Just finished cleaning and conditioning my leather seats, and found applying the conditioner really satisfying. :?

Just wondering what you guys and girls most enjoy?

Tom

I appreciate the potential geekiness of this poll!


----------



## qooqiiu (Oct 12, 2007)

tomchap81 said:


> I appreciate the potential geekiness of this poll!


 :lol: Well im glad you do.

Id say cleaning the wheels does it for me. 

I like the final buff too.


----------



## Jac-in-a-Box (Nov 9, 2002)

Anything and everything apart from glass...detest it!

Dave


----------



## trev (Aug 5, 2005)

Bodywork & wheels


----------



## Hark (Aug 23, 2007)

OMG I hate doing wheels.
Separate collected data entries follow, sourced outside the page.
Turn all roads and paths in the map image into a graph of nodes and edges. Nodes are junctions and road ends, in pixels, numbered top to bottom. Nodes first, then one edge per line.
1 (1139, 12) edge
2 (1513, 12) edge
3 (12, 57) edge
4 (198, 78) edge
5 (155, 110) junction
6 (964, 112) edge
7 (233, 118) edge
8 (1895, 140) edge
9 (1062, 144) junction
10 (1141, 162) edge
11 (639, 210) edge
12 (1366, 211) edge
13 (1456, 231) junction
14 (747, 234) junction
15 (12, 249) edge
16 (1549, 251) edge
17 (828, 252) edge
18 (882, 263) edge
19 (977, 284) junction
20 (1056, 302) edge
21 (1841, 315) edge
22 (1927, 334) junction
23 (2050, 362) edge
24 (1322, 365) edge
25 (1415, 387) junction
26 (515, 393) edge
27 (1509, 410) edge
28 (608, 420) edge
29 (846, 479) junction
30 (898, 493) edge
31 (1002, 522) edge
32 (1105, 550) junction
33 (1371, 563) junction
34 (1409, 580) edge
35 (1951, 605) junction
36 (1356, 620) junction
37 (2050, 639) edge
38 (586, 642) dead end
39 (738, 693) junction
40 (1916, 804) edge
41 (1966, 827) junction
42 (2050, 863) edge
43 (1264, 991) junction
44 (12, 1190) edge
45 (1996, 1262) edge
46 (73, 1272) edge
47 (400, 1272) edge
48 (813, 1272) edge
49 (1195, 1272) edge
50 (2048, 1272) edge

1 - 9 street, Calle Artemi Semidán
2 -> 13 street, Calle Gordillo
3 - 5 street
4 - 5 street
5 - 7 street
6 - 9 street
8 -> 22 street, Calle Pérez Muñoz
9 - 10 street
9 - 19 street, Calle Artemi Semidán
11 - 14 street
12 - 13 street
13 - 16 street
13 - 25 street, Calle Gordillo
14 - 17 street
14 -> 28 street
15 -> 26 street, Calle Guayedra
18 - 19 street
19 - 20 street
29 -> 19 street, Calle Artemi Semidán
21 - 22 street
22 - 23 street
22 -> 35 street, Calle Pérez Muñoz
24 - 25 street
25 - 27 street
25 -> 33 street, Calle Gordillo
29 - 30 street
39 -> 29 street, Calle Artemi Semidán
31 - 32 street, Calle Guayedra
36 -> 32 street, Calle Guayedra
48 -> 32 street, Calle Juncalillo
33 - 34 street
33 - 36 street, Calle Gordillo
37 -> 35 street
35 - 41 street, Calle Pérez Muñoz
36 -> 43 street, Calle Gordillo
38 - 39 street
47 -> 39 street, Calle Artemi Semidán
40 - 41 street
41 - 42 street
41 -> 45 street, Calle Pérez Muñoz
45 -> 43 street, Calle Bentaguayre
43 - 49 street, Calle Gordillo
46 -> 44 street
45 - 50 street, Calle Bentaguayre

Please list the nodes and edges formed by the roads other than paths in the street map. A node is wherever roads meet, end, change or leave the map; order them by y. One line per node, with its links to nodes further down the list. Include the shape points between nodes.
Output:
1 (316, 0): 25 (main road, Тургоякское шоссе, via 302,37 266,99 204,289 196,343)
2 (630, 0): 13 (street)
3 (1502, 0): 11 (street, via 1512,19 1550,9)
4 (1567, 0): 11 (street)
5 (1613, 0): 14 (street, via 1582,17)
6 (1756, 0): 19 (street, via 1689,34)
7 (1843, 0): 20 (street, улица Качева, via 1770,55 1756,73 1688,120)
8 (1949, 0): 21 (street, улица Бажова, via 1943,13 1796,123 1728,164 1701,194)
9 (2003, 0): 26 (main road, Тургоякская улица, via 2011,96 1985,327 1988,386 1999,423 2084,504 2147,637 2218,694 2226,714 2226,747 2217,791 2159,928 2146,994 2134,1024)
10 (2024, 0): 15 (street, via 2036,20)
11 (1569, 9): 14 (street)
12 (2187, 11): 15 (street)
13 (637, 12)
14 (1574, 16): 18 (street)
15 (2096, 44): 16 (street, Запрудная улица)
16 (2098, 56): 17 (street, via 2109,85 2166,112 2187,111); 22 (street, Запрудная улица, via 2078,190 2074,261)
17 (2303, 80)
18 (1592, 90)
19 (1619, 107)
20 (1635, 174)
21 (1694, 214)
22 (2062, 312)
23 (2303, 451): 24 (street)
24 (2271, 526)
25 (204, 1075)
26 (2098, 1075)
How can you enjoy that. Takes so bloody long compared with rest f the car.


----------



## dazzerTT (Mar 26, 2008)

tyre dressing does it for me.

Its like like the icing on the cake at the end!!


----------



## Scotty225 (Feb 7, 2008)

Dusting off at the end and standing back to admire :-*

Scotty225


----------



## tt9060 (Mar 10, 2004)

Jac-in-a-Box said:


> Anything and everything apart from glass...detest it!
> 
> Dave


ditto :evil:


----------



## Wallsendmag (Feb 12, 2004)

Has to be the rest afterwards when everything is aching


----------



## Kell (May 28, 2002)

The admiring glances once it's clean and you drive it for the first time.


----------



## J55TTC (Apr 25, 2005)

The first mouthfull of ice cold beer once completed.

I dont enjoy washing and waxing the car but I do like to stand back and look at the end result.


----------



## Neil (May 7, 2002)

When everyone who is filling their car up at the petrol station looks on admiringly at how clean you car is when you drive out of the car wash :lol: :lol:

(ps. I don't really go to the car wash!)


----------



## stu_tt (May 17, 2007)

getting into the driver's seat and going for the first drive after the full clean, and feeling a bit smug about how clean the car looks...... trying to find that reflcetive window to drive past and admire my work...... 8)


----------



## qooqiiu (Oct 12, 2007)

stu_tt said:


> getting into the driver's seat and going for the first drive after the full clean, and feeling a bit smug about how clean the car looks...... trying to find that reflcetive window to drive past and admire my work...... 8)


Oooh, i dont do that...


----------



## PissTT (Apr 7, 2006)

Gotta be waxing that phat round ass.....

Detest rims and wheel arches

-p-

edit : quite liking lubing her ass too     (for claying)


----------



## Adam RRS (May 25, 2006)

mines applying the tyre laquer.... it means im finished.... phew!

WD40 on the V6 valance aswell is quite satisfying


----------